Vaya con la jerarquía católica. Sólo nos faltaba que ahora nos diera clases de democracia.

Así, de repente, se vuelve defensora de una Constitución que nunca le ha gustado y de una democracia de la que siempre ha renegado porque su autoridad, la de la Iglesia, no le viene de los votos, sino de su línea directa con el dios en el que dice creer.

Por eso a su jefe lo votan aquellos cardenales que ha elegido él mismo. Un sentido muy particular de la democracia. Y todo eso con misterio, con humo blanco y humo negro, como en un cuento de hadas que encandila los telediarios, y con cargo vitalicio. Todo muy razonable y muy democrático.
Una jerarquía que prohíbe tener pensamientos y deseos de cierto tipo, aunque ellos sí los tienen; que predica la pobreza pero no la practica; defiende la castidad pero no la cumple. Dicen que venimos a este mundo a sufrir, pero ellos no sufren. Se quejan de este Gobierno pero aceptan que sufrague sus dietas y ponen la mano pedigüeña para, a renglón seguido, subirse al púlpito y condenar cualquier progreso, cualquier grado de libertad.
Les da igual la propagación del sida o la prole excesiva, condenan el preservativo. Les da igual la educación de la ciudadanía, condenan la sociedad laica. Les da igual las diferentes situaciones familiares, condenan todo lo que nos sea María, José y el niño, familia, por otra parte, especialmente corta y digamos confusa.

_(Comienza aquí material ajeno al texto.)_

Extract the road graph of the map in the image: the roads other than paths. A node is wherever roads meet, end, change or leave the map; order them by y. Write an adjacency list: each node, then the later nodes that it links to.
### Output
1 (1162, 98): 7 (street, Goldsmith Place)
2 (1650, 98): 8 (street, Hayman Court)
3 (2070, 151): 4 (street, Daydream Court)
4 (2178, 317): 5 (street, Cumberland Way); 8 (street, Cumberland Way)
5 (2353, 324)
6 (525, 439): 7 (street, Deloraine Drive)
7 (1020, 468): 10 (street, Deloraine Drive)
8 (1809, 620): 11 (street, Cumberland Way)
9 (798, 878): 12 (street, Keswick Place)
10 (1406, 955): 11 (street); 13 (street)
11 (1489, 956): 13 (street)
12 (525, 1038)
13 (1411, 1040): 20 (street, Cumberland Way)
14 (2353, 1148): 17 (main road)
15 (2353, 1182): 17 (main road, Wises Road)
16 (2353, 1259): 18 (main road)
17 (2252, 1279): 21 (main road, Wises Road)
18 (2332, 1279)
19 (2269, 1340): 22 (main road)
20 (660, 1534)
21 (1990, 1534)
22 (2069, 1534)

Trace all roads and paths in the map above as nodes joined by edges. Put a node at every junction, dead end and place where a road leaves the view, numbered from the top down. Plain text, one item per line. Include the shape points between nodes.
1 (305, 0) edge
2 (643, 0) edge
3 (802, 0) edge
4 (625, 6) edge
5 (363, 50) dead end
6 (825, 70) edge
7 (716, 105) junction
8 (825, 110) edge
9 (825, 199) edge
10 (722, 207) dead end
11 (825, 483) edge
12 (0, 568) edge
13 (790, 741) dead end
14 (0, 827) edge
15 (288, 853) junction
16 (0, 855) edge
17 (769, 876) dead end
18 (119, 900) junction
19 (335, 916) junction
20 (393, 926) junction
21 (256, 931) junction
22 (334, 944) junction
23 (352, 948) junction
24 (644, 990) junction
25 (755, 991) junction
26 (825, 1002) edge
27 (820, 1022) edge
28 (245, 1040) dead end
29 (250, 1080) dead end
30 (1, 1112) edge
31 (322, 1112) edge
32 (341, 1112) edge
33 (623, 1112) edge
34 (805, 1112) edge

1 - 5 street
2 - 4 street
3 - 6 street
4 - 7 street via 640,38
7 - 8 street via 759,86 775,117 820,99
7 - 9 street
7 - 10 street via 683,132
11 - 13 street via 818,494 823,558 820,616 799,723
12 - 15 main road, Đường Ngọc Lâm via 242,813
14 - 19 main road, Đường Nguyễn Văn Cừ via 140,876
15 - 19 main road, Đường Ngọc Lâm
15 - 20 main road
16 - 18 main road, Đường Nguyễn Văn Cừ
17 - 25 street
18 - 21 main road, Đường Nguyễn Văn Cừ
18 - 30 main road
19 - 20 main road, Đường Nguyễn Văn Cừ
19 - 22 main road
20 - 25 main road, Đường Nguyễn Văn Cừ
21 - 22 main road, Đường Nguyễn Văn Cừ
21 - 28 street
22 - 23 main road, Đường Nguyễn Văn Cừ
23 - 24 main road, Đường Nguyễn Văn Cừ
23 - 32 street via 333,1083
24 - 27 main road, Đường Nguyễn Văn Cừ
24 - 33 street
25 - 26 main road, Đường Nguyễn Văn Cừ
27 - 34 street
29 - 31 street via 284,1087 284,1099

Se creen propietarios de una ética que manejan a su gusto y siempre tienen palabras gruesas en la boca; sacrilegio, apostasía, infierno, blasfemia, acusación. Hay muchas religiones, pero pocas tan excluyentes empeñadas en controlar todo y condenar a los disidentes, incluso quemándolos cuando han podido.
Nos apuntan de pequeñitos y luego no hay manera de borrarse de sus archivos sumándonos cuando las encuestas lo requieren. Y qué me dicen de las mujeres, las quieren vírgenes y sumisas, y no las incluyen en ningún rango de poder, ni obispas ni cardenalas, y no digamos Mama, por lo de Papa. Solo pueden llegar a monjitas, algunas amables, otras sargentos, pero un cero a la izquierda.
Con todo ese pedigrí, no nos hablen de democracia, por favor; no sigan manipulando la vida civil con argumentos falsos. Rectifiquen, añadan sentido común al asunto y dedíquense a sus seguidores, que menguan a pasos agigantados, por cierto. Dejen para el César lo que es del César, y respecto a dios, que cada uno se arregle con el suyo, si es que tiene.